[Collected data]
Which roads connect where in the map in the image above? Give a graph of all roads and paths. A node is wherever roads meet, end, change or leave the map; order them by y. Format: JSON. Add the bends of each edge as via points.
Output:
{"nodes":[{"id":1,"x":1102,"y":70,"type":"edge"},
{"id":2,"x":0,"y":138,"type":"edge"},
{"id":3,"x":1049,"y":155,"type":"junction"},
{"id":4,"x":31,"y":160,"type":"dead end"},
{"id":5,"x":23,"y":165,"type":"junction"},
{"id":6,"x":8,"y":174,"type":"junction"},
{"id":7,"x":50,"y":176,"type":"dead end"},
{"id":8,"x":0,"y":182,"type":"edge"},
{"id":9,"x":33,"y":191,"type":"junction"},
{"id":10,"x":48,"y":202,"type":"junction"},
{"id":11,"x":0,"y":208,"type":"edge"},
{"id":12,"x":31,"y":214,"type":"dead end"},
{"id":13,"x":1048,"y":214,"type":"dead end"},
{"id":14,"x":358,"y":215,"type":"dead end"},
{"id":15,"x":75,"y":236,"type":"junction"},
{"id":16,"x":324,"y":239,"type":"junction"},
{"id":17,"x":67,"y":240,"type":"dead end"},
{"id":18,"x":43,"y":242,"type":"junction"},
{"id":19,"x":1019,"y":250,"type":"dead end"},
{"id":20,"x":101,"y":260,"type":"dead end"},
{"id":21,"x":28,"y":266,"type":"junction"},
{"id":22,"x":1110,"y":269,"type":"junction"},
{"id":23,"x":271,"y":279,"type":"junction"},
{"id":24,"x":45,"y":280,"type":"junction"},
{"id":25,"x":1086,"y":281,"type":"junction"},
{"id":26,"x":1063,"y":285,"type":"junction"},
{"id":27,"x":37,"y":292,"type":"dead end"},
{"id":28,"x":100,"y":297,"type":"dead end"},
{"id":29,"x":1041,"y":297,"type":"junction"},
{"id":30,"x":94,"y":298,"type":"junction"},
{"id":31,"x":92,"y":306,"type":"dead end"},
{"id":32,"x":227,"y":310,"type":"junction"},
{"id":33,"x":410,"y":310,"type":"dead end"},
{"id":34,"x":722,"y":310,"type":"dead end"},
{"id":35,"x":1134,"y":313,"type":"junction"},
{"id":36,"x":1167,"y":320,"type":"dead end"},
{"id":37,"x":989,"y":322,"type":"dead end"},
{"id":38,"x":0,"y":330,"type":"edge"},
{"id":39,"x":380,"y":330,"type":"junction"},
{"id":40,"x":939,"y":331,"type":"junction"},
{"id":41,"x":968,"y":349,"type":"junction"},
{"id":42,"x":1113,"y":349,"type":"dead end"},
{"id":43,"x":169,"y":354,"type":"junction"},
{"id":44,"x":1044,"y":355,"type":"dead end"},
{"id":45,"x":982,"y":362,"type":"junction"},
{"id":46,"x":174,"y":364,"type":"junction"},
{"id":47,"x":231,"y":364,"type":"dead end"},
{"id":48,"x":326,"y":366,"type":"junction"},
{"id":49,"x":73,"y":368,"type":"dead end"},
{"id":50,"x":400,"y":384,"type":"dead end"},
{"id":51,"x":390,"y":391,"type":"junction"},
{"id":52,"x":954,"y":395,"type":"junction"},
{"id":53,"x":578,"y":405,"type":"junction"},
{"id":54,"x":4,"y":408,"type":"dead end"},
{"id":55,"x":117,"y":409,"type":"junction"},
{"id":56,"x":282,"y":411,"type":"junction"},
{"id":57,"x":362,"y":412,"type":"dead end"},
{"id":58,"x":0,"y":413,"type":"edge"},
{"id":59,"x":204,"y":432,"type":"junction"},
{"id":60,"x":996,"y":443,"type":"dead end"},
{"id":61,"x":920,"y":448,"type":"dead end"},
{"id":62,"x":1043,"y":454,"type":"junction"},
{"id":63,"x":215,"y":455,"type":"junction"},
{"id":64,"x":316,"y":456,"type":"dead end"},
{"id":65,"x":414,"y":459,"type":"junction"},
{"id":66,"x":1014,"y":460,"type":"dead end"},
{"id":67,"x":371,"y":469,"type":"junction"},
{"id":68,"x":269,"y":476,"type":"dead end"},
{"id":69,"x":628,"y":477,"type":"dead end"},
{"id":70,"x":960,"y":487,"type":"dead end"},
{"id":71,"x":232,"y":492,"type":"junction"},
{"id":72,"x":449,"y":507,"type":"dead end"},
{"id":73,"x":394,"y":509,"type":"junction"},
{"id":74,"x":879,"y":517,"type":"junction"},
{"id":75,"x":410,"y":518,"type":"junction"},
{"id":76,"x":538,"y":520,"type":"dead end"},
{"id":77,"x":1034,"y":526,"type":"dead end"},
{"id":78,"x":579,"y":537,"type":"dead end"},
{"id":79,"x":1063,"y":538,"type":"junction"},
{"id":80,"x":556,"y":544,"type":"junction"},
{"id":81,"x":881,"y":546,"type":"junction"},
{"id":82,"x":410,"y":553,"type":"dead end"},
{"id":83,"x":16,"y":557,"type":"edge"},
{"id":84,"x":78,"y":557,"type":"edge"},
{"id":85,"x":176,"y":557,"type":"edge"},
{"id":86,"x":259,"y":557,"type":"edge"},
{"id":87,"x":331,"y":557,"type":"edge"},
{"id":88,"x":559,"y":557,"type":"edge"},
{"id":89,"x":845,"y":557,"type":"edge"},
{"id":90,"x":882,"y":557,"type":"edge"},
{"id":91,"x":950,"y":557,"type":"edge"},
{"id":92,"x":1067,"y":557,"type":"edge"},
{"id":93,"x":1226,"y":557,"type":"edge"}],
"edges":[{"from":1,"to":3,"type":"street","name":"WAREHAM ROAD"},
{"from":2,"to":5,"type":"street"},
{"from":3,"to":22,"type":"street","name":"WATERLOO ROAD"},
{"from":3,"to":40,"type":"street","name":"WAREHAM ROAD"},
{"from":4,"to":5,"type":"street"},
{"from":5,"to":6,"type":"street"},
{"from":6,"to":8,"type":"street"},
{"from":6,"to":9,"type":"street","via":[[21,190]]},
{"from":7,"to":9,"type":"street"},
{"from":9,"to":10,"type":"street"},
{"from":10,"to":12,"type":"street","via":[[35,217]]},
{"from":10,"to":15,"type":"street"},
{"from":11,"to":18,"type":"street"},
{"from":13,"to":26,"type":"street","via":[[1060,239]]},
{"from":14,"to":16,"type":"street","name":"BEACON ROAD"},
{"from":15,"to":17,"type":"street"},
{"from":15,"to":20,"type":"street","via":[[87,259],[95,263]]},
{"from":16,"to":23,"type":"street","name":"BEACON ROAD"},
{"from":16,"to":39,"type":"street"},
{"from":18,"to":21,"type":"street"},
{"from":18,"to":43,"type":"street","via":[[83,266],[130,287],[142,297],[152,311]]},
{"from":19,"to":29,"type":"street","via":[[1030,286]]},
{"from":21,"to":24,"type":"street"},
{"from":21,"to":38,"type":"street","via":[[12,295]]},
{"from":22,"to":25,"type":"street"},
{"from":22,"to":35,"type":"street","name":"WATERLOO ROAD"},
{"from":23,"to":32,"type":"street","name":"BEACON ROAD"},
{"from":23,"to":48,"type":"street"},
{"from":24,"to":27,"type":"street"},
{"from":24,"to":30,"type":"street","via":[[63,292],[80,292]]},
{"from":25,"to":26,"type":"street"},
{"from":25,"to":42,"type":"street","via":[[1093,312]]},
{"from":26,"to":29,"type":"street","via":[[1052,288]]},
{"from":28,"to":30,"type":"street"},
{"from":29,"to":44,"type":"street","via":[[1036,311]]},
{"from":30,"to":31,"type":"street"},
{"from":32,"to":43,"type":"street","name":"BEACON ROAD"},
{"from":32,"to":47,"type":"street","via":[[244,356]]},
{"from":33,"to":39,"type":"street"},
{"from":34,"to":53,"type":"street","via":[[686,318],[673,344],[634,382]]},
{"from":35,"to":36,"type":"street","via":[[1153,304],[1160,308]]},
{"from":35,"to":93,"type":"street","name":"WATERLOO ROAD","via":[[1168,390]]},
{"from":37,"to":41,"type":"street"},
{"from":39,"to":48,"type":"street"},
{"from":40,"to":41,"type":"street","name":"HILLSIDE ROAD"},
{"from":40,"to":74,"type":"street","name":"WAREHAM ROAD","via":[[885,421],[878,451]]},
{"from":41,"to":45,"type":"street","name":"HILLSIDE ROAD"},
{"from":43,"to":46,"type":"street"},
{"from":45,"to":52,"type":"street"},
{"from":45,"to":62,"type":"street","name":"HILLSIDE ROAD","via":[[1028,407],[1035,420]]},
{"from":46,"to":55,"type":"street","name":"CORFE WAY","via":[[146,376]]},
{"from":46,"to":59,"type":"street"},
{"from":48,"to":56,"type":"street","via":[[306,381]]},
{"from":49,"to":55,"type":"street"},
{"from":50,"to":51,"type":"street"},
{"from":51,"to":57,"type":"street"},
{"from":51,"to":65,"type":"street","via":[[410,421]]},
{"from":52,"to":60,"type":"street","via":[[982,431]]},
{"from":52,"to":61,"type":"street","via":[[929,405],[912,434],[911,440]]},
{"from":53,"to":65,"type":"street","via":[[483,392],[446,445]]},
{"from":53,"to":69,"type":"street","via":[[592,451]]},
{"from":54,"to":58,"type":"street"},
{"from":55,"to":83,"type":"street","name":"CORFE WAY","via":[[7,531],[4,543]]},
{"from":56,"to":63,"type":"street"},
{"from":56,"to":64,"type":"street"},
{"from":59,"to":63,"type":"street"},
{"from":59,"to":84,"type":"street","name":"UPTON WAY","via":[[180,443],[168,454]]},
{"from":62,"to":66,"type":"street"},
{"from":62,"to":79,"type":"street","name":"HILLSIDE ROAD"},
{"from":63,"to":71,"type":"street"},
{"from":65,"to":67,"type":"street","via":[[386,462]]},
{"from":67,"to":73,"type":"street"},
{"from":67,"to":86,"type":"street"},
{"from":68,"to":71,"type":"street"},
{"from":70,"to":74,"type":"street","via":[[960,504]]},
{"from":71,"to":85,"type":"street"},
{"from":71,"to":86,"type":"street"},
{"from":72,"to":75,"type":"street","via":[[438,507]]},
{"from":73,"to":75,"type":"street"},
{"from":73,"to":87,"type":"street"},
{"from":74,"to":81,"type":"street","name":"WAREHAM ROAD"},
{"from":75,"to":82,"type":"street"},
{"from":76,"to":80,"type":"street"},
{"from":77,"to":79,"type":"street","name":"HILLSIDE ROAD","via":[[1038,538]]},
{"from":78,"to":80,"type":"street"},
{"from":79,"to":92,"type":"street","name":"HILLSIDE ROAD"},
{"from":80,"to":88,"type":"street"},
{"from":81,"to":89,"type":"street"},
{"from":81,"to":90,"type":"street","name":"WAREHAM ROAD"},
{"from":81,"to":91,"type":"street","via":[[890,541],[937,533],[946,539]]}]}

Work to complete: If a line in the entries above has the word "WATERLOO", copy it.

Answer to this problem:
{"from":3,"to":22,"type":"street","name":"WATERLOO ROAD"},
{"from":22,"to":35,"type":"street","name":"WATERLOO ROAD"},
{"from":35,"to":93,"type":"street","name":"WATERLOO ROAD","via":[[1168,390]]},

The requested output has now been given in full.